Wholesale prices in India rose 4.41 percent in the week ended July 14 from a year earlier, staying below the central bank's 5 percent inflation target for the eighth straight week. Loans to consumers and companies grew 24.3 percent in the year to July 6 compared with a 31 percent gain in the same period last year, the central bank said July 27.
Bonds Fall
Indian bonds fell to the lowest in two weeks on concern the central bank's measures will leave less money to buy fixed- income securities. The yield on the benchmark 10-year government bond rose 6 basis points to 7.01 percent as of 1:30 p.m. in Mumbai. The rupee extended gains by 0.1 percent to 40.39 against the dollar after the announcement.
``The cash reserve increase will take away about 150 billion rupees from the banking system,'' said Mahendra Jajoo, who manages the equivalent of $2 billion in Indian debt at ABN Amro Asset in Mumbai.
Interest rates in India's call market have stayed near zero percent for three weeks as the central bank stepped up dollar purchases to prevent the local currency advancing from a nine- year high. In the process, it injected rupees faster than it could mop up.
`Upward Pressures'
Capital inflows are increasing as foreign investors buy more stocks in India, encouraged by unprecedented economic growth since 2003. Overseas funds have bought a record $10.4 billion stocks and bonds this year, helping the benchmark Sensitive index more than triple in the past three years.

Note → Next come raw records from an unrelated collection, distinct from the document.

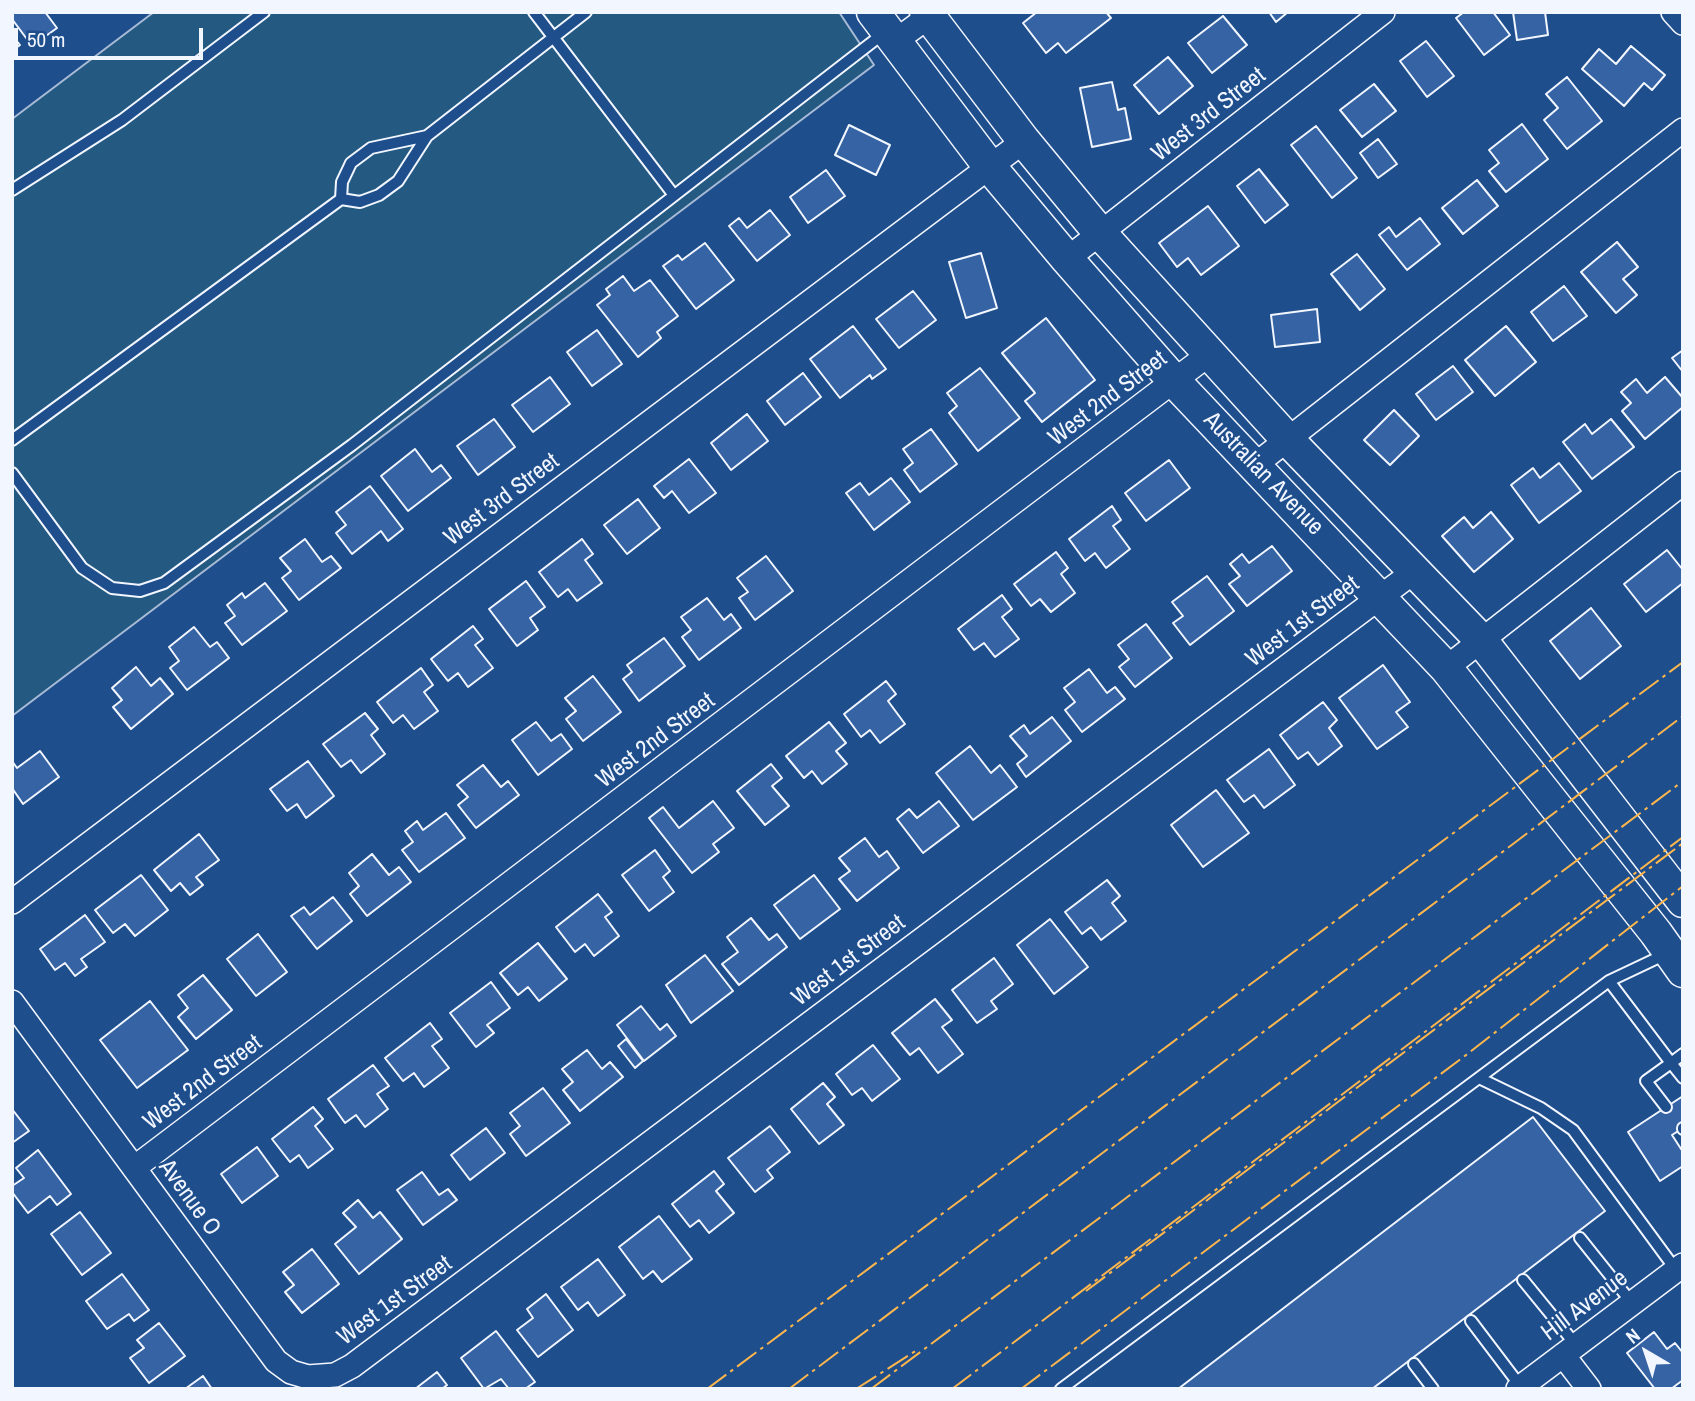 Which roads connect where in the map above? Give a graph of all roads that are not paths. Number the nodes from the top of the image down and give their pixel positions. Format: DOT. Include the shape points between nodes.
graph roads {
  1 [pos="264,12"];
  2 [pos="534,12"];
  3 [pos="586,12"];
  4 [pos="1383,12"];
  5 [pos="1673,12"];
  6 [pos="930,14"];
  7 [pos="1683,23"];
  8 [pos="885,29"];
  9 [pos="552,37"];
  10 [pos="1683,130"];
  11 [pos="427,136"];
  12 [pos="1024,141"];
  13 [pos="990,167"];
  14 [pos="12,190"];
  15 [pos="673,194"];
  16 [pos="341,199"];
  17 [pos="1100,233"];
  18 [pos="1067,259"];
  19 [pos="1209,355"];
  20 [pos="1175,382"];
  21 [pos="1287,439"];
  22 [pos="12,440"];
  23 [pos="1255,465"];
  24 [pos="12,473"];
  25 [pos="1683,484"];
  26 [pos="1415,571"];
  27 [pos="1380,597"];
  28 [pos="1481,640"];
  29 [pos="1446,668"];
  30 [pos="1683,901"];
  31 [pos="12,902"];
  32 [pos="1673,950"];
  33 [pos="1609,981"];
  34 [pos="12,1002"];
  35 [pos="1683,1054"];
  36 [pos="1671,1062"];
  37 [pos="1479,1078"];
  38 [pos="1683,1078"];
  39 [pos="1666,1107"];
  40 [pos="134,1168"];
  41 [pos="1580,1238"];
  42 [pos="1680,1268"];
  43 [pos="1523,1280"];
  44 [pos="1632,1303"];
  45 [pos="1471,1321"];
  46 [pos="1570,1350"];
  47 [pos="1414,1364"];
  48 [pos="308,1377"];
  49 [pos="1520,1388"];
  50 [pos="1061,1389"];
  51 [pos="1433,1389"];
  52 [pos="1589,1389"];
  1 -- 14 [label="lane" via="122,120"];
  2 -- 9 [label="lane"];
  3 -- 9 [label="lane"];
  4 -- 17 [label="street, West 3rd Street"];
  5 -- 7 [label="street"];
  6 -- 8 [label="street"];
  6 -- 12 [label="main road, Australian Avenue"];
  8 -- 13 [label="main road, Australian Avenue"];
  8 -- 15 [label="lane"];
  9 -- 11 [label="lane"];
  9 -- 15 [label="lane"];
  10 -- 21 [label="street"];
  11 -- 16 [label="lane" via="398,181 379,195 360,202"];
  11 -- 16 [label="lane" via="371,149 351,163 342,182"];
  12 -- 13 [label="street, West 3rd Street"];
  12 -- 17 [label="main road, Australian Avenue"];
  13 -- 18 [label="main road, Australian Avenue"];
  13 -- 31 [label="street, West 3rd Street"];
  15 -- 24 [label="lane" via="352,445 164,583 140,591 112,588 82,568"];
  16 -- 22 [label="lane"];
  17 -- 18 [label="street, West 3rd Street"];
  17 -- 19 [label="main road, Australian Avenue"];
  18 -- 20 [label="main road, Australian Avenue"];
  19 -- 20 [label="street, West 2nd Street"];
  19 -- 21 [label="main road, Australian Avenue"];
  20 -- 23 [label="main road, Australian Avenue"];
  20 -- 40 [label="street, West 2nd Street"];
  21 -- 23 [label="street"];
  21 -- 26 [label="main road, Australian Avenue"];
  23 -- 27 [label="main road, Australian Avenue"];
  25 -- 28 [label="street"];
  26 -- 27 [label="street, West 1st Street"];
  26 -- 28 [label="main road, Australian Avenue"];
  27 -- 29 [label="main road, Australian Avenue"];
  27 -- 48 [label="street, West 1st Street" via="352,1366 335,1375"];
  28 -- 29 [label="street"];
  28 -- 30 [label="main road, Australian Avenue"];
  29 -- 32 [label="main road, Australian Avenue"];
  32 -- 33 [label="lane"];
  33 -- 36 [label="lane"];
  33 -- 37 [label="lane"];
  34 -- 40 [label="street, Avenue O"];
  35 -- 36 [label="lane"];
  36 -- 38 [label="lane"];
  36 -- 39 [label="lane" via="1646,1081"];
  37 -- 42 [label="lane" via="1541,1108 1573,1130"];
  37 -- 50 [label="lane"];
  40 -- 48 [label="street, Avenue O" via="276,1361"];
  41 -- 44 [label="lane"];
  42 -- 44 [label="street, Hill Avenue"];
  43 -- 46 [label="lane"];
  44 -- 46 [label="street, Hill Avenue"];
  45 -- 49 [label="lane"];
  46 -- 49 [label="street, Hill Avenue"];
  46 -- 52 [label="street"];
  47 -- 51 [label="lane"];
}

``Surges in capital inflows and large changes in liquidity conditions are obscuring an accurate assessment of risks,'' the central bank said in today's statement. ``It is necessary to note that while there is an abatement of inflation in the recent period, upward pressures persist.''
Additions to foreign-currency reserves, which are an indication of the Reserve Bank's dollar purchases, rose $8.7 billion this month after a $5.1 billion increase in June. Dollar purchases in March and April were $2.3 billion and $2.1 billion respectively, according to the central bank.
Asset Bubbles
China also has excess cash from record trade surpluses that threatens to fuel inflation and create asset bubbles. China yesterday ordered banks to set aside 12 percent of deposits to curb lending and investment after the economy grew at the fastest pace since 1994. China is under pressure from trade partners, particularly the U.S., to allow faster yuan gains to slow the inflow of money from exports.
``The difference between India and China is that India is using currency appreciation as well to curb inflation,'' said DBS economist Suryanarayanan.
The rupee has gained 9.4 percent this year, making it the best performer among the 10 most-traded Asian currencies. That's made imports cheaper. India's central bank has also increased its key repurchase rate six times in the past 18 months.
``Managing the rising quantum of capital flows without stoking inflation and containing the rupee's appreciation, are likely to be the central bank's foremost priority for the rest of this year,'' said Gaurav Kapur, senior economist at ABN Amro Bank N. V. in Mumbai. ``Its actions on this front will have repercussions for the economy.''
Higher interest rates are hurting companies such as carmaker Hero Honda Motors Ltd., while gains in the rupee are curbing earnings at the country's largest software makers such as Infosys Technologies Ltd. and Wipro Ltd. The government estimates growth may slow to around 8.5 percent in the year to March 31 from 9.4 percent in the previous year.
``No company will be able to manage that kind of rupee appreciation in such short a time,'' said Suresh Senapaty, chief financial officer at Wipro, India's third-largest computer- services provider.